For Josh Feldman, it’s still a mystery why his late father Mort Feldman – one of the original founders of Tori Richard Ltd.—asked him, the youngest child, to rush over to Hawai’i in 1994 to help save the family’s resort apparel business.

At the time, many would have seen the younger Feldman, who was 22 and wouldn’t even wear the product, as an unlikely savior. He hadn’t worked in the family business since he was a teenager and even then he had left his shipping department job for a higher-paying one at local restaurant.

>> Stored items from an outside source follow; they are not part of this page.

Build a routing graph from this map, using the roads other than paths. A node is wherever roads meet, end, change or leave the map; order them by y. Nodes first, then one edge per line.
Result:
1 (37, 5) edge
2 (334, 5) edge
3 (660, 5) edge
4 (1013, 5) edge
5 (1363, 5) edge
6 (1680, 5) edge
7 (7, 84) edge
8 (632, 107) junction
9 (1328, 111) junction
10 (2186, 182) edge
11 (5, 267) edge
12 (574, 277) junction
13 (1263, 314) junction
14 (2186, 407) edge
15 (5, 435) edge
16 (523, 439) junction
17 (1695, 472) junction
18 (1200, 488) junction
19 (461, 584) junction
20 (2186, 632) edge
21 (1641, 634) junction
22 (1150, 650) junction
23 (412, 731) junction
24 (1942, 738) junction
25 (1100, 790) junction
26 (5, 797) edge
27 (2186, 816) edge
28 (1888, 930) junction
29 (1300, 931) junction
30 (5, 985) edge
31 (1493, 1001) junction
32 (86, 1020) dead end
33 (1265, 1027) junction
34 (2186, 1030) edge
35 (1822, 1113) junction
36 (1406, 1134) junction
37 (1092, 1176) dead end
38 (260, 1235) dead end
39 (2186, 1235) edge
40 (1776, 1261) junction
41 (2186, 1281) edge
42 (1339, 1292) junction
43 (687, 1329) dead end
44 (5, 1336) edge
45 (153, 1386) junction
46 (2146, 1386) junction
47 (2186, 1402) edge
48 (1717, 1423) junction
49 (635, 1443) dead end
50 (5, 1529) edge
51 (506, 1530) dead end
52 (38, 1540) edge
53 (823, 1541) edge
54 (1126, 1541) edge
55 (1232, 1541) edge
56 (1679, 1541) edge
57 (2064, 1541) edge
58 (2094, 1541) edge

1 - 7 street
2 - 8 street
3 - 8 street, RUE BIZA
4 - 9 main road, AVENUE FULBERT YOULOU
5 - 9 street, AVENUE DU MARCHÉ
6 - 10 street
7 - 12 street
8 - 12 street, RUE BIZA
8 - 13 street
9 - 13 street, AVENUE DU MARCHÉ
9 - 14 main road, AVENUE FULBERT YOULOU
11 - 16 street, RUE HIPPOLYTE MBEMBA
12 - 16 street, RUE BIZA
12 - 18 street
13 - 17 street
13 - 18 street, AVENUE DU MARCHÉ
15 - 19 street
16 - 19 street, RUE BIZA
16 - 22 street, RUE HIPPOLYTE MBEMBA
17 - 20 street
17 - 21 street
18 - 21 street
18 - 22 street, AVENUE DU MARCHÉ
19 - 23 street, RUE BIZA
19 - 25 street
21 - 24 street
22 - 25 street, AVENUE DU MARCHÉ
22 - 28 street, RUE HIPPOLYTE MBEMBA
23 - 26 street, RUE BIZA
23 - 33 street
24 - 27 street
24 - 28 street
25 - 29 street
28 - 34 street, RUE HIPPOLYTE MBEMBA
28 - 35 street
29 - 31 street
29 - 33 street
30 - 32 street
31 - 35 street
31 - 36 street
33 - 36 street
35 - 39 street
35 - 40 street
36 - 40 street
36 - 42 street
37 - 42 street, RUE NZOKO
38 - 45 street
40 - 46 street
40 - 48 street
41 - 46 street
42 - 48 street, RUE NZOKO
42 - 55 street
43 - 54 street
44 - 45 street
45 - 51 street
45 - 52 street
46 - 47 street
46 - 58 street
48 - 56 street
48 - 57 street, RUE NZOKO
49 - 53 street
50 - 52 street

Even so, tapping the baby of the family to help restore an ailing company to greatness was a gamble that paid off for the elder Feldman, who was such a risk taker that in the 1970s, he famously let a coin toss decide the price for a large purchase of unprinted Japanese fabrics. Flash forward a couple of decades and Josh Feldman has succeeded his father as the company’s president and CEO and guess what—he’s impeccably attired in a Tori Richard original, a long-sleeve, turquoise and white ocean patterned shirt that hasn’t even hit the market yet.

“When we see Josh, we all want to dress better,” says Gary Hogan, the CEO of Hawaiian Hotels and Resorts and Royal Pacific Air. “He’s pretty humble, but from the sidelines, you can see from the fashion side to everything else, he’s done a phenomenal job at Tori Richard.”

Feldman wears his leadership role well. Friends say he’s got style, he’s got, well you know, verve… that elusive quality that animates art. He’s the spark Tori Richard was lacking as it approached its 40-year point a tired shadow of its former self. He’s the passion that keeps the company relevant as it hurtles toward 2016, which will mark the sixtieth anniversary of what has become one of the world’s most recognizable resort brands. Like most visionaries, Feldman doesn’t like to be weighted down by the past. He’s not the kind of guy who wants to be compared even in a complimentary way to his celebrated father, whom he adored in spite of his artistic obsessions and brief penchant for bedazzled aloha shirts.

“Nepotism always lingers in a family business. That’s a dirty word to me,” Feldman says. “Certainly, I was given opportunities, but it’s what you do with those opportunities that define you. I certainly didn’t grow up hungry, but I’ve been in this business when it was essentially like walking barefoot in the snow.”

Feldman is referring to the existential crisis of his 20s, when he arrived in Honolulu to help repair a business that was suffering from his father’s 15-year absence and the company’s then-CFO advised him to consult a bankruptcy attorney.

“I was a very frightened 22-year-old, who was fighting for the survival of our company, which was failing through no fault but our own,” Feldman says. “My dad did a number of different things and this one was ignored.”

The father-son duo never did meet with a bankruptcy attorney. Instead, they got a family loan, which helped them to make payroll and bought them enough time to figure out how to turn the ailing company around. With a background in art, the younger Feldman gravitated to redeveloping the company’s product and print lines, while at the same time rebuilding its mainland sales office and distribution.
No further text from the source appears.